Bedouin man

Israel’s security versus the fate of the Bedouins

One way to tell the story of the Middle East as a whole is to describe the endemic struggle between peripatetic nomads and settled peasant farmers – a struggle attested already in ancient Mesopotamian documents. For centuries, all the political regimes of the region have tried, with varying success, to get the Bedouin to come to rest on the land. But in Israel and in the occupied territories we see, alongside this familiar policy, persistent attempts to uproot Bedouin populations who have already settled on the land, sometimes generations ago, and who usually have clear claims to ownership of these sites.

Today, most of the Jordan Valley, undoubtedly one of the most ravishing landscapes on the planet, is situated in what is known as Area C of occupied Palestinian territory. This means that, with the exception of the ancient city of Jericho and its surroundings (which are in Area A, under Palestinian rule), the valley is under direct and exclusive Israeli military, legal and political control, and also that large parts of it are taken up by Israeli settlements or by lands that have been reserved for future Israeli settlement. It also means that a Palestinian population of some 15,000 Bedouins who are settled in the valley is tacitly targeted for expulsion.
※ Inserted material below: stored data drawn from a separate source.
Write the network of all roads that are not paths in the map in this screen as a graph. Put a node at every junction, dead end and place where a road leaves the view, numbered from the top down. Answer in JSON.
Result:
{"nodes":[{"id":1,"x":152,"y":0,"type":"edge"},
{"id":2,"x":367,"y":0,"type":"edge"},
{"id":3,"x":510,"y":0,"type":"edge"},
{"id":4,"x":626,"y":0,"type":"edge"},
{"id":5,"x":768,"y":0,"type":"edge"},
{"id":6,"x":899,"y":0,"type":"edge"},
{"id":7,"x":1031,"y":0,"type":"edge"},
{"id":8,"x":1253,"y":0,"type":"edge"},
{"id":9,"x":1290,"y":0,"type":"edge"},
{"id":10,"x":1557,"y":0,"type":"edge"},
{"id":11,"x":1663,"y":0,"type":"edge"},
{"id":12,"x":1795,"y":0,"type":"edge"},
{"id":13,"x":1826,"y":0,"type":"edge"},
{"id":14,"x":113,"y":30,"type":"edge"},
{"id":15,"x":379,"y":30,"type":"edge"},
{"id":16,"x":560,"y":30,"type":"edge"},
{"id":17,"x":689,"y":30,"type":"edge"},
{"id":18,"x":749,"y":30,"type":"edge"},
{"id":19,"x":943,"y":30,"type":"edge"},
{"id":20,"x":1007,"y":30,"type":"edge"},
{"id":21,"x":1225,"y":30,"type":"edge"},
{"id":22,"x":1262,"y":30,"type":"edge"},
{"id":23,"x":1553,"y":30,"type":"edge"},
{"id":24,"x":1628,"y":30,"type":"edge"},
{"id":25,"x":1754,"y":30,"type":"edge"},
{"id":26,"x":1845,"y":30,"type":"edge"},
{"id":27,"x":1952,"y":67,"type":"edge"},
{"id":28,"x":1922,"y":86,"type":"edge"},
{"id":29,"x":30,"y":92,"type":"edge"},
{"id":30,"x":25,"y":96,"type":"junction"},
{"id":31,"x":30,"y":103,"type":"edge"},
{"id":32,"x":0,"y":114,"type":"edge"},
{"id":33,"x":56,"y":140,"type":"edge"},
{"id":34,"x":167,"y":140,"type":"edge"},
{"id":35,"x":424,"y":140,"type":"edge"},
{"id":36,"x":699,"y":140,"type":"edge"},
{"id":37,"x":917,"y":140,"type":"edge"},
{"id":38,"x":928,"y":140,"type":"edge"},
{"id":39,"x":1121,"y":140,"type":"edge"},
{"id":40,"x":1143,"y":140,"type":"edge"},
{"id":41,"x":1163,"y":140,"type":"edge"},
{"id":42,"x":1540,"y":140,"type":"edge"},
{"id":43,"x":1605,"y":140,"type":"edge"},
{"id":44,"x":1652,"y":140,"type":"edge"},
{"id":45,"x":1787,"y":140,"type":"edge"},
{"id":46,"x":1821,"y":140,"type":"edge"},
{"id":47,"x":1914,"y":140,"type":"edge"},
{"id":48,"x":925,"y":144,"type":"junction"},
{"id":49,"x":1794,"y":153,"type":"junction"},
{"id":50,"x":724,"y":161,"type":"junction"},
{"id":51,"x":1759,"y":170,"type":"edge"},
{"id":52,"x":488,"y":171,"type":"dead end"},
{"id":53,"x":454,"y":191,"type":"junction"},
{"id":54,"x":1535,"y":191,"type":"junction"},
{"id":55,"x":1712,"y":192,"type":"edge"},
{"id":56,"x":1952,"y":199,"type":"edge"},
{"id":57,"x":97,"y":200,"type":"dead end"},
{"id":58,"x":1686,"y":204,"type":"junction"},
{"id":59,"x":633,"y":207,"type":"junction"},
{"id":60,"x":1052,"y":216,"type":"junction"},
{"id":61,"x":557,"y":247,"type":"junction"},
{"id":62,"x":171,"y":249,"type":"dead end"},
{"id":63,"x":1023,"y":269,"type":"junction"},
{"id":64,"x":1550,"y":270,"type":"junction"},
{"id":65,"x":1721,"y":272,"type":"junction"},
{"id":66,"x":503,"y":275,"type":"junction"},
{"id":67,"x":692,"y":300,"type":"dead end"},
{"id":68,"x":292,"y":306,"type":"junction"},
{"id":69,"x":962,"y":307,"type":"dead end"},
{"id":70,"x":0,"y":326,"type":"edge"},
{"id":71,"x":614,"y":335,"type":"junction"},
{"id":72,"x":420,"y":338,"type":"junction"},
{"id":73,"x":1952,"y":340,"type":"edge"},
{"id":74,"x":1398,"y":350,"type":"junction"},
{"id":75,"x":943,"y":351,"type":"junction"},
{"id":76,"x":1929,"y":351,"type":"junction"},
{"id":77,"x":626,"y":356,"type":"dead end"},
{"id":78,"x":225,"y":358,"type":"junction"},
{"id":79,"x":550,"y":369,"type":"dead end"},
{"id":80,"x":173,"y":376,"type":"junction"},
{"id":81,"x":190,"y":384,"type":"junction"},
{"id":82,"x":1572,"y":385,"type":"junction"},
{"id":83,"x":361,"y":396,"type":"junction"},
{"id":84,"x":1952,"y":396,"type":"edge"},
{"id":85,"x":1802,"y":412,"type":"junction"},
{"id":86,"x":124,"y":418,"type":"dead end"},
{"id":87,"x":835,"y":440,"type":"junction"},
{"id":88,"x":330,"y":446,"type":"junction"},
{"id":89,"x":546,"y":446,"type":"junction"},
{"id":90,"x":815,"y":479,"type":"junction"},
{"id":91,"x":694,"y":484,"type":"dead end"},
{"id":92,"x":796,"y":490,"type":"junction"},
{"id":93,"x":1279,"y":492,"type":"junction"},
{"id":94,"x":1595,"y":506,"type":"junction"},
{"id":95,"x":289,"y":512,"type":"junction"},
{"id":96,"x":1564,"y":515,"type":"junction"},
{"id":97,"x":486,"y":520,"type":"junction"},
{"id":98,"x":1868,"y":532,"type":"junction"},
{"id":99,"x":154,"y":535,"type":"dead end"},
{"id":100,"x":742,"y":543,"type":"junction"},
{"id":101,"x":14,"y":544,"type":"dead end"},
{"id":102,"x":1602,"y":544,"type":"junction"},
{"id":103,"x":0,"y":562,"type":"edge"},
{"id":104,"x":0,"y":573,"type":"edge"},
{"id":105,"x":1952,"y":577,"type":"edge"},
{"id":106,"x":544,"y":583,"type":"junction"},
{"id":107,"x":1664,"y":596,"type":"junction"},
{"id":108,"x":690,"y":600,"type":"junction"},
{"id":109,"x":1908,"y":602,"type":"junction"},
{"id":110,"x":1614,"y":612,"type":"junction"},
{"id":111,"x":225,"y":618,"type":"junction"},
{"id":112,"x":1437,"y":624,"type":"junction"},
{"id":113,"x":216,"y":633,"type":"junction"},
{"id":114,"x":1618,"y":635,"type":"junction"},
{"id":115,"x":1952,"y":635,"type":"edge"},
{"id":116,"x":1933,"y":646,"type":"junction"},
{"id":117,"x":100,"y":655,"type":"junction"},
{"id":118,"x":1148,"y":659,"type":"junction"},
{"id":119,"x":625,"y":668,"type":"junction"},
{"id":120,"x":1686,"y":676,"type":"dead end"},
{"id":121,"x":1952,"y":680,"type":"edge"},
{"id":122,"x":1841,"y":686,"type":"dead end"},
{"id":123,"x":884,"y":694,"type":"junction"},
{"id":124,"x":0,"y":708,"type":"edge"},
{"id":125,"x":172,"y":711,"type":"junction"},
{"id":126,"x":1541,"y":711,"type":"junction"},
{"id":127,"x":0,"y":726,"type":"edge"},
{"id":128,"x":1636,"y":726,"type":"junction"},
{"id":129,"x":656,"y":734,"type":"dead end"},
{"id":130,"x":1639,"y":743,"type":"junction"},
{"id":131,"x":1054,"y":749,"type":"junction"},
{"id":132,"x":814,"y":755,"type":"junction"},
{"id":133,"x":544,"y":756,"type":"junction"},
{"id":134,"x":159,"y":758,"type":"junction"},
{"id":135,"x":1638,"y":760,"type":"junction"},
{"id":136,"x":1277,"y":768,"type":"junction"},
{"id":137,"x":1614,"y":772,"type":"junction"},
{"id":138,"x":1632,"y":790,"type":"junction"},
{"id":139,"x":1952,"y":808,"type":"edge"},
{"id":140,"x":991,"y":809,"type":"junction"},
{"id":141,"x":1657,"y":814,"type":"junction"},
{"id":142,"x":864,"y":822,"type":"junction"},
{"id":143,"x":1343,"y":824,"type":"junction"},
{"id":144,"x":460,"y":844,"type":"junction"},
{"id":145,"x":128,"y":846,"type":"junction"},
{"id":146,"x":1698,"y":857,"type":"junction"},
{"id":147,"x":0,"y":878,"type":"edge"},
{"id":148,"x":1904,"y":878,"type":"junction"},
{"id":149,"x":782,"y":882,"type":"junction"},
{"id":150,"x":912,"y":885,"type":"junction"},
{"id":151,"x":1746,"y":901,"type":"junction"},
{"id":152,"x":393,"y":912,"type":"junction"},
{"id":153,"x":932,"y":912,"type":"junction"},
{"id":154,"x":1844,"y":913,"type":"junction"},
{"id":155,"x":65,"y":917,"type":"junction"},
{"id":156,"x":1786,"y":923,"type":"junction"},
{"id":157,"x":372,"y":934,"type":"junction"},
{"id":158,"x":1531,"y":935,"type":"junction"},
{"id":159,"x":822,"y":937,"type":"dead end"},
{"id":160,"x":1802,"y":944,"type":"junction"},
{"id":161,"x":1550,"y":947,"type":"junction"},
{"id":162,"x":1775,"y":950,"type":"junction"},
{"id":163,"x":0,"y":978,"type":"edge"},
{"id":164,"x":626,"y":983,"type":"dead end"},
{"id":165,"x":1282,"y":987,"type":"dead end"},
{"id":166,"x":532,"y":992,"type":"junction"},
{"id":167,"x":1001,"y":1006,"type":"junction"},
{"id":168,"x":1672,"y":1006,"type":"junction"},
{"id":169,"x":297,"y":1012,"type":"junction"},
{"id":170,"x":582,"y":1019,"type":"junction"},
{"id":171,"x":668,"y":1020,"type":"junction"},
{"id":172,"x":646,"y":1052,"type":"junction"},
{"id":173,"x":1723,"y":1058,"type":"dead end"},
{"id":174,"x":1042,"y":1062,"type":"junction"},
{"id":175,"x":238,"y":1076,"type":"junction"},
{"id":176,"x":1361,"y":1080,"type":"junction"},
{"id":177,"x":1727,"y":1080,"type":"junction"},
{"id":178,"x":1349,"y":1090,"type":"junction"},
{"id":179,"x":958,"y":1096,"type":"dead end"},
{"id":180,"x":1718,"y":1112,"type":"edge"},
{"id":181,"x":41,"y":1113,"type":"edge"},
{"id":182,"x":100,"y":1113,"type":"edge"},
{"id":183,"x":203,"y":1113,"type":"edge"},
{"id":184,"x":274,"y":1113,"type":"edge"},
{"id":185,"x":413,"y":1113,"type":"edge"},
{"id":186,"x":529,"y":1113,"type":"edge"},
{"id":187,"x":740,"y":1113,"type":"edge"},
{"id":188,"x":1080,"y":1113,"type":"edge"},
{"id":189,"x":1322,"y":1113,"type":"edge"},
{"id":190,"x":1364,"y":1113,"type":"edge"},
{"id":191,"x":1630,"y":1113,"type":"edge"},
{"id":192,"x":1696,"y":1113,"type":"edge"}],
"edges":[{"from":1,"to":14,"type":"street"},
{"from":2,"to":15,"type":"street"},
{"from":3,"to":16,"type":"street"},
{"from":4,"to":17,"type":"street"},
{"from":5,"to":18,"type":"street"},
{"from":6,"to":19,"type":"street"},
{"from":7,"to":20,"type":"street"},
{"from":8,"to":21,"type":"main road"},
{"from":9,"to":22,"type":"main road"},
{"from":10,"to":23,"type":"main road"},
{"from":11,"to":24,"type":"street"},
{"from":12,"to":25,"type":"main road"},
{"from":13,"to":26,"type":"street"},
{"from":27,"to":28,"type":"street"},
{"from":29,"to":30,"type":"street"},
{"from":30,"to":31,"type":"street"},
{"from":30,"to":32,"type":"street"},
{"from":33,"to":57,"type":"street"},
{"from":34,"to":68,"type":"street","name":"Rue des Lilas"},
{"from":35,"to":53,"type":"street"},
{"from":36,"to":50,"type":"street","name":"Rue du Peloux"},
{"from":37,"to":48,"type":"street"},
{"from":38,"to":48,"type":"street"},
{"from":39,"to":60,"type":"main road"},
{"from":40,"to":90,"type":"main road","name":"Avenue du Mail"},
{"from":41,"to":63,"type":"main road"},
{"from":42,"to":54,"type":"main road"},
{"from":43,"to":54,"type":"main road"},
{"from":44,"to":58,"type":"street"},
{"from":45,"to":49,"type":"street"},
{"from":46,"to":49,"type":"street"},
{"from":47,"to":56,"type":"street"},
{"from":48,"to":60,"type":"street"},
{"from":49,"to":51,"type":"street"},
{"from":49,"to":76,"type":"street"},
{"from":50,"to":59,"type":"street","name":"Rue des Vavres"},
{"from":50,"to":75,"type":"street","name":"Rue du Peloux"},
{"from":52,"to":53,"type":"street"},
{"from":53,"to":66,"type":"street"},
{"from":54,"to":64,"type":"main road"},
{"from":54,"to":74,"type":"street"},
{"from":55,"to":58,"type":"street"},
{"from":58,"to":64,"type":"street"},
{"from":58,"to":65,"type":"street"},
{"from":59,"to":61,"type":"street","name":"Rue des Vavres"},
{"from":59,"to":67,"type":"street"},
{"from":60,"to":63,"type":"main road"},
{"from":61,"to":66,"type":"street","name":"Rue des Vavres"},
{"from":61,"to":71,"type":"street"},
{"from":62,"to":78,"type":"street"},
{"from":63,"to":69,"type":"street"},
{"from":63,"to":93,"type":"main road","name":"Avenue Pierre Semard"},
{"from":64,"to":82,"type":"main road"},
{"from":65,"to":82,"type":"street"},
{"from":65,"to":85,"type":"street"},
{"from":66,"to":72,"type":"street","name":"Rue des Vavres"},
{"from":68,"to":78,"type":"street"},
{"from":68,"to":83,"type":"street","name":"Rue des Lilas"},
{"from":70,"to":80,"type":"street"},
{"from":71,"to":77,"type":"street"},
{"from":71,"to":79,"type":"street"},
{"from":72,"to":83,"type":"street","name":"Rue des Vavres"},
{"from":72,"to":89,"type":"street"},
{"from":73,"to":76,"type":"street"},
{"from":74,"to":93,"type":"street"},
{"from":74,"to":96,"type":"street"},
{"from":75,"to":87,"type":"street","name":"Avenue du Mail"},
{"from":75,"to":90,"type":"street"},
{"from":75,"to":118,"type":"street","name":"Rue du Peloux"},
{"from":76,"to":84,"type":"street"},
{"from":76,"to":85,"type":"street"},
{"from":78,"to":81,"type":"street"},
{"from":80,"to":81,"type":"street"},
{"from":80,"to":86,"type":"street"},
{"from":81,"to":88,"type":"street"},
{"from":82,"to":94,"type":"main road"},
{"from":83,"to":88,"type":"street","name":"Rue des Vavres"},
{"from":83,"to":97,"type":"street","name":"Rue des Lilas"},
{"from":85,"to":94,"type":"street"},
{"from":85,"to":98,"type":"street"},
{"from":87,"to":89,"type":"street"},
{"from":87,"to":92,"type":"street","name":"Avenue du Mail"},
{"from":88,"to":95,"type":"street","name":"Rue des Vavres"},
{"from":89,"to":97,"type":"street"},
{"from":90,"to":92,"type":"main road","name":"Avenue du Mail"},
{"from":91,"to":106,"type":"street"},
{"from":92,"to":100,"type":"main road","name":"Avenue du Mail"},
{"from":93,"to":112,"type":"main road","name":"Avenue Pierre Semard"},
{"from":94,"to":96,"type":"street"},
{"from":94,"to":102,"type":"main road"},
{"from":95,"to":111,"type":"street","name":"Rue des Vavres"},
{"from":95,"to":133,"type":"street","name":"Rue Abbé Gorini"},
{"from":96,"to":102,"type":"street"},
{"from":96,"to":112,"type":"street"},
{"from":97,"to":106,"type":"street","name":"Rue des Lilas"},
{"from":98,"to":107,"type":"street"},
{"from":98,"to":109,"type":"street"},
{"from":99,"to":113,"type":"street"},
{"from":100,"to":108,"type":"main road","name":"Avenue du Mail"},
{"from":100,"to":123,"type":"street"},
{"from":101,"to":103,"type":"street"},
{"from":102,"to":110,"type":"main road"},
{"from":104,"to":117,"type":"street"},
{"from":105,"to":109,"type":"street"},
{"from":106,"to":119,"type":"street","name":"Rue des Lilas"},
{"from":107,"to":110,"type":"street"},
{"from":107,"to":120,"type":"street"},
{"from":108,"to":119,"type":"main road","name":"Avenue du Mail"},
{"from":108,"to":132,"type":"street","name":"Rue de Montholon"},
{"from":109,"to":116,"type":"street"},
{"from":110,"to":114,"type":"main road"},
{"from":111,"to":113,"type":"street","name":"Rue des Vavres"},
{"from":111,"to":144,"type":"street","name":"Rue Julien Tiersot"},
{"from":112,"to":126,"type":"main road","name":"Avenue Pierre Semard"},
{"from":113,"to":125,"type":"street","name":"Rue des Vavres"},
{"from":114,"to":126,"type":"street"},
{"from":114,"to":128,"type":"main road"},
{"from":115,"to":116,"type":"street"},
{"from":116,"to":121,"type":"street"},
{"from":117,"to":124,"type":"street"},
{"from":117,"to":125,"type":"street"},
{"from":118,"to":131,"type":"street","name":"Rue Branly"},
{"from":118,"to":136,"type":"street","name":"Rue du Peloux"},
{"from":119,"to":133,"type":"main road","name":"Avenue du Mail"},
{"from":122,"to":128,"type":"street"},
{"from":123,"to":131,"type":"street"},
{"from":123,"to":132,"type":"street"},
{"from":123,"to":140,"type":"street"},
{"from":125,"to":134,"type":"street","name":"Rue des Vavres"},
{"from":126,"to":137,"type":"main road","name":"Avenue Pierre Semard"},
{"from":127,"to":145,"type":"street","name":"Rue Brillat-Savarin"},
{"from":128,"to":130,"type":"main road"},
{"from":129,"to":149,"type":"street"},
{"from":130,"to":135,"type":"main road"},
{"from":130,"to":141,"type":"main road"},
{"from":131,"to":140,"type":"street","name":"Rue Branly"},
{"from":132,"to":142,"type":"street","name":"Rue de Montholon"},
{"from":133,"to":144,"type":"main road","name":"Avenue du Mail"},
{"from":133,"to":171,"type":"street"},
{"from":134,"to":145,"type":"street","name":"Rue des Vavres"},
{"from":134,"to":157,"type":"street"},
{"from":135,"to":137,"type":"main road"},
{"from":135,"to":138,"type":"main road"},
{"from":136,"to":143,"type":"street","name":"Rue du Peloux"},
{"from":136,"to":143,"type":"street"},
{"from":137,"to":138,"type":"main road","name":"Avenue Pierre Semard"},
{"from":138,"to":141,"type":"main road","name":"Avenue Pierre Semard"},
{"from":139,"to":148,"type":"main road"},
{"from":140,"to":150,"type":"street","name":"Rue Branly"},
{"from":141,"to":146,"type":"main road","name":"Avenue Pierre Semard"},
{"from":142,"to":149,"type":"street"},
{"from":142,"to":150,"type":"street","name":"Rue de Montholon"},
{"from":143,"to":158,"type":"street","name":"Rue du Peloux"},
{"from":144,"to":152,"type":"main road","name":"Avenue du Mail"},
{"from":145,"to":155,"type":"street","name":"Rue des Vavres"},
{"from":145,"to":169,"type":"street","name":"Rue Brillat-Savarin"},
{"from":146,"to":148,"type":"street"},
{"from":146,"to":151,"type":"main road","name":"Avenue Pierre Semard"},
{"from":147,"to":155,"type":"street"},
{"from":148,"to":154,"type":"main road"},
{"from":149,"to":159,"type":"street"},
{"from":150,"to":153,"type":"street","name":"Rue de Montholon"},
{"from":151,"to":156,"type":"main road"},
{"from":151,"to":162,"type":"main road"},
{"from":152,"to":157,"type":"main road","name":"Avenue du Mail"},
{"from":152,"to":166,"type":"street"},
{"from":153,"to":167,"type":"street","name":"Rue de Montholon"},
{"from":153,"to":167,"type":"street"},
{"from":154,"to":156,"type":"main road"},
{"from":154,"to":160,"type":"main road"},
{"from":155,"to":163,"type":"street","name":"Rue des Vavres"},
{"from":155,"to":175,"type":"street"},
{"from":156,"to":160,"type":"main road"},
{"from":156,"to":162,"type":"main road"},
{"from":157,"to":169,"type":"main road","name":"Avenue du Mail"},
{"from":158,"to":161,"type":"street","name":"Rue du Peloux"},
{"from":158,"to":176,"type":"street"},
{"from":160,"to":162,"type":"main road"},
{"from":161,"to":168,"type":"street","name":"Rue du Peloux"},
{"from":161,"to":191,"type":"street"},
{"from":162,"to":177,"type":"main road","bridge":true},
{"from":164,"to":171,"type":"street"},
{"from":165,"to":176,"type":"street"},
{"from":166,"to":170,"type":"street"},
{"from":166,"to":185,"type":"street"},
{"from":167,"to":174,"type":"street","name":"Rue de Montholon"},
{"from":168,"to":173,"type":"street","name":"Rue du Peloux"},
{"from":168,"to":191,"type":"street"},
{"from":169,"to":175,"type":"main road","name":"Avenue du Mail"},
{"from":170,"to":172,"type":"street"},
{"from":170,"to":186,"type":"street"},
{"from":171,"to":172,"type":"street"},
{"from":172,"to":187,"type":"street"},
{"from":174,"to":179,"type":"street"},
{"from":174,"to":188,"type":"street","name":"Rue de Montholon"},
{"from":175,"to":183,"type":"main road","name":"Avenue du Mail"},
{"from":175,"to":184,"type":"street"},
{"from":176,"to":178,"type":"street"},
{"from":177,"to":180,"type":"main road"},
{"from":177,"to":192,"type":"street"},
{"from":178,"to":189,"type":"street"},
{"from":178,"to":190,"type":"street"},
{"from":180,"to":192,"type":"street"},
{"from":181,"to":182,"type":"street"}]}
According to the Oslo accords, the division of the West Bank into three different zones was intended as a preliminary stage leading eventually to the end of the Israeli occupation and to achieving Palestinian statehood. The policy of the present Israeli government appears to be aimed at eventually annexing to Israel the whole of Area C, which constitutes over half the territory of the West Bank; this goal has been explicitly and repeatedly stated by the minister of education, Naftali Bennett, head of the ultra-nationalist Jewish Home party and a major force in Prime Minister Benjamin Netanyahu’s coalition. As a result, we are now witnessing in the Jordan Valley an accelerated process of what must, I fear, be called ethnic cleansing. It’s not a term I use lightly.